Identify, in the records below, every line where the string "joint" appears, and copy each such line.

Collected data
=== Begin Enclosure ===

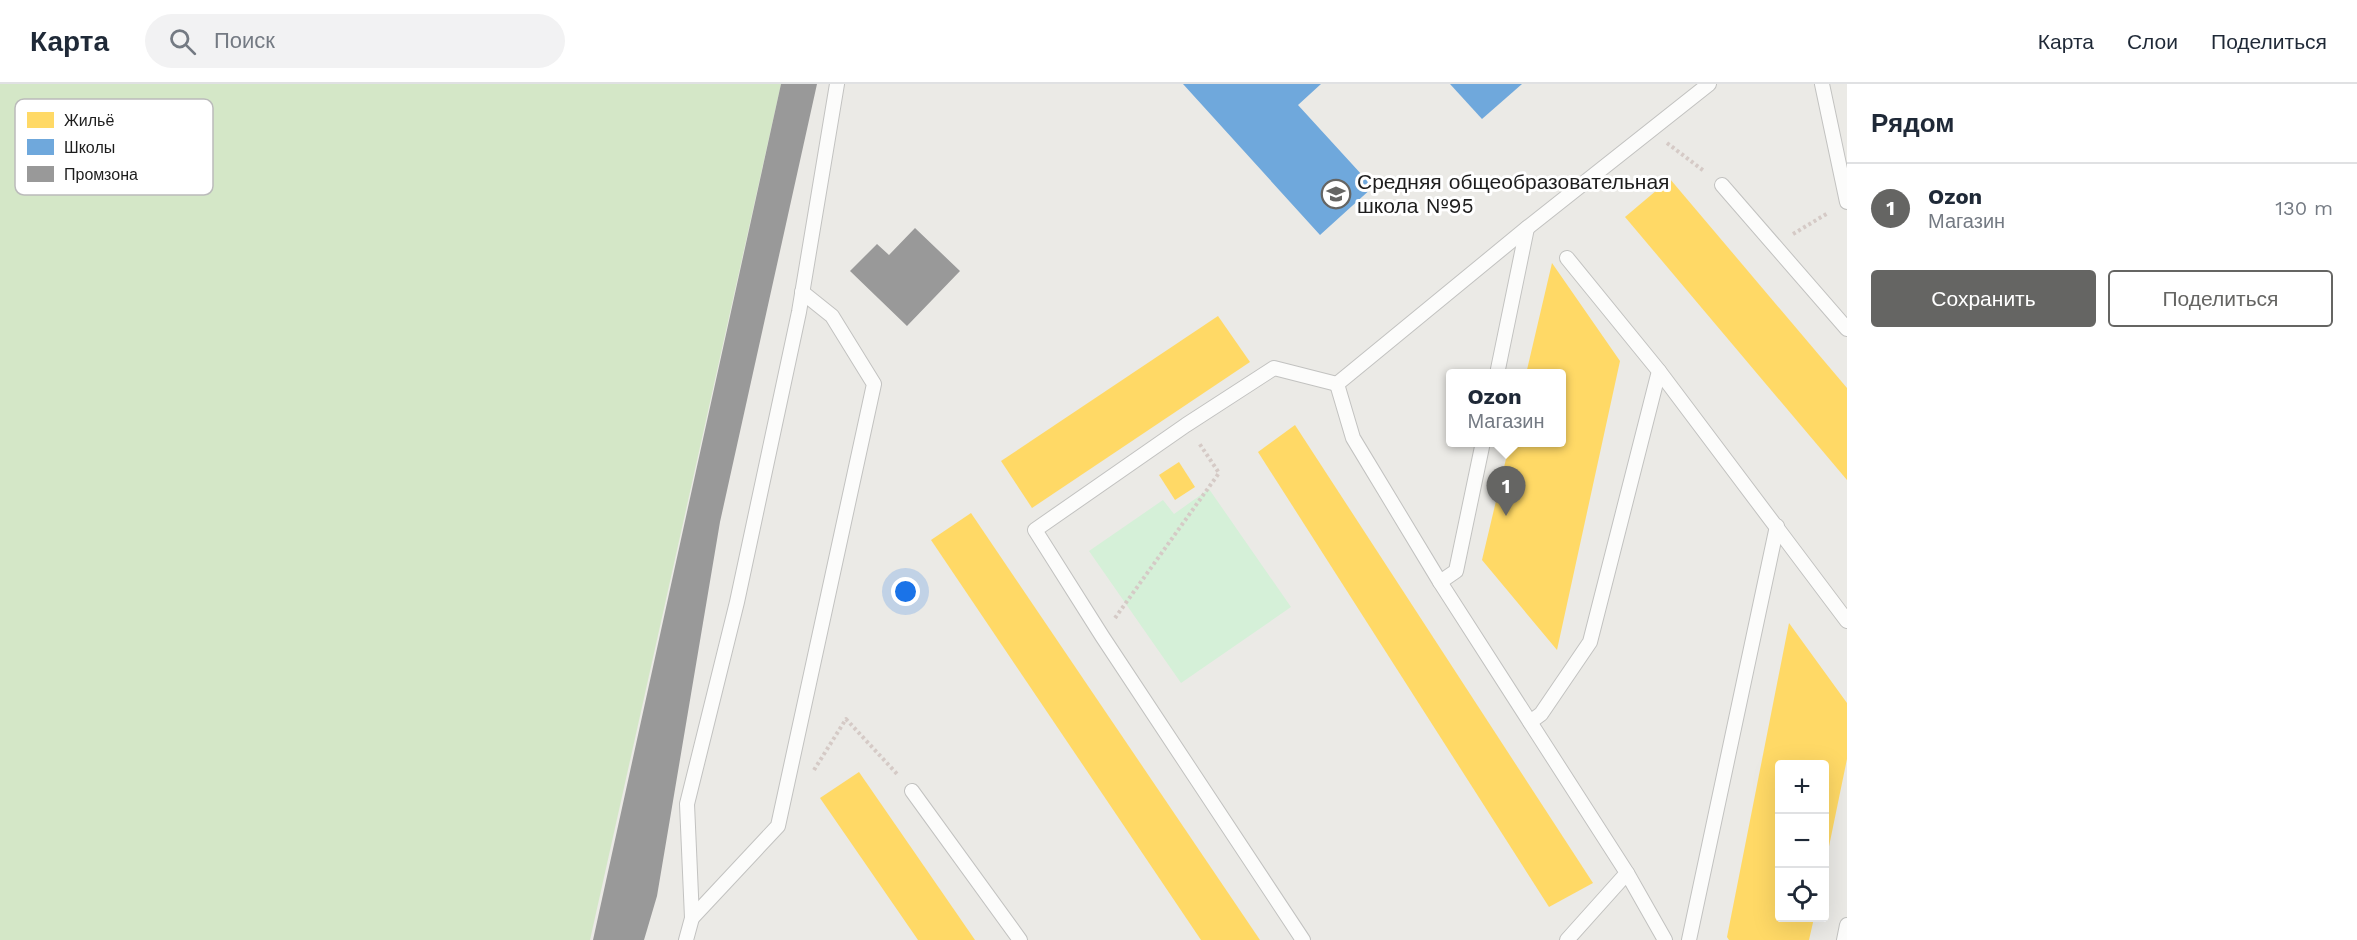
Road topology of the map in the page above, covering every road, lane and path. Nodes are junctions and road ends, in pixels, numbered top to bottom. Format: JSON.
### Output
{"nodes":[{"id":1,"x":837,"y":84,"type":"edge"},
{"id":2,"x":1709,"y":84,"type":"edge"},
{"id":3,"x":1822,"y":84,"type":"edge"},
{"id":4,"x":1650,"y":130,"type":"junction"},
{"id":5,"x":1722,"y":185,"type":"joint"},
{"id":6,"x":1847,"y":202,"type":"edge"},
{"id":7,"x":1527,"y":228,"type":"junction"},
{"id":8,"x":1775,"y":245,"type":"junction"},
{"id":9,"x":1567,"y":258,"type":"dead end"},
{"id":10,"x":802,"y":292,"type":"junction"},
{"id":11,"x":1847,"y":329,"type":"edge"},
{"id":12,"x":1498,"y":369,"type":"edge"},
{"id":13,"x":1659,"y":371,"type":"junction"},
{"id":14,"x":1337,"y":384,"type":"junction"},
{"id":15,"x":1186,"y":426,"type":"junction"},
{"id":16,"x":1482,"y":447,"type":"edge"},
{"id":17,"x":1777,"y":526,"type":"junction"},
{"id":18,"x":1440,"y":582,"type":"junction"},
{"id":19,"x":1847,"y":621,"type":"edge"},
{"id":20,"x":1102,"y":636,"type":"junction"},
{"id":21,"x":1530,"y":722,"type":"junction"},
{"id":22,"x":809,"y":777,"type":"dead end"},
{"id":23,"x":912,"y":791,"type":"joint"},
{"id":24,"x":1627,"y":873,"type":"junction"},
{"id":25,"x":692,"y":918,"type":"junction"},
{"id":26,"x":1847,"y":925,"type":"edge"},
{"id":27,"x":686,"y":940,"type":"edge"},
{"id":28,"x":1020,"y":940,"type":"edge"},
{"id":29,"x":1303,"y":940,"type":"edge"},
{"id":30,"x":1567,"y":940,"type":"edge"},
{"id":31,"x":1665,"y":940,"type":"edge"},
{"id":32,"x":1689,"y":940,"type":"edge"},
{"id":33,"x":1844,"y":940,"type":"edge"}],
"edges":[{"from":1,"to":10,"type":"lane"},
{"from":2,"to":4,"type":"lane"},
{"from":3,"to":6,"type":"lane"},
{"from":4,"to":5,"type":"path"},
{"from":4,"to":7,"type":"lane"},
{"from":5,"to":8,"type":"lane"},
{"from":6,"to":8,"type":"path"},
{"from":7,"to":12,"type":"lane"},
{"from":7,"to":14,"type":"lane"},
{"from":8,"to":11,"type":"lane"},
{"from":9,"to":13,"type":"lane"},
{"from":10,"to":25,"type":"lane"},
{"from":10,"to":25,"type":"lane"},
{"from":13,"to":17,"type":"lane"},
{"from":13,"to":21,"type":"lane"},
{"from":14,"to":15,"type":"lane"},
{"from":14,"to":18,"type":"lane"},
{"from":15,"to":20,"type":"path"},
{"from":15,"to":20,"type":"lane"},
{"from":16,"to":18,"type":"lane"},
{"from":17,"to":19,"type":"lane"},
{"from":17,"to":32,"type":"lane"},
{"from":18,"to":21,"type":"lane"},
{"from":20,"to":29,"type":"lane"},
{"from":21,"to":24,"type":"lane"},
{"from":22,"to":23,"type":"path"},
{"from":23,"to":28,"type":"lane"},
{"from":24,"to":30,"type":"lane"},
{"from":24,"to":31,"type":"lane"},
{"from":25,"to":27,"type":"lane"},
{"from":26,"to":33,"type":"lane"}]}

=== End Enclosure ===

- **Exercise output**
{"id":5,"x":1722,"y":185,"type":"joint"},
{"id":23,"x":912,"y":791,"type":"joint"},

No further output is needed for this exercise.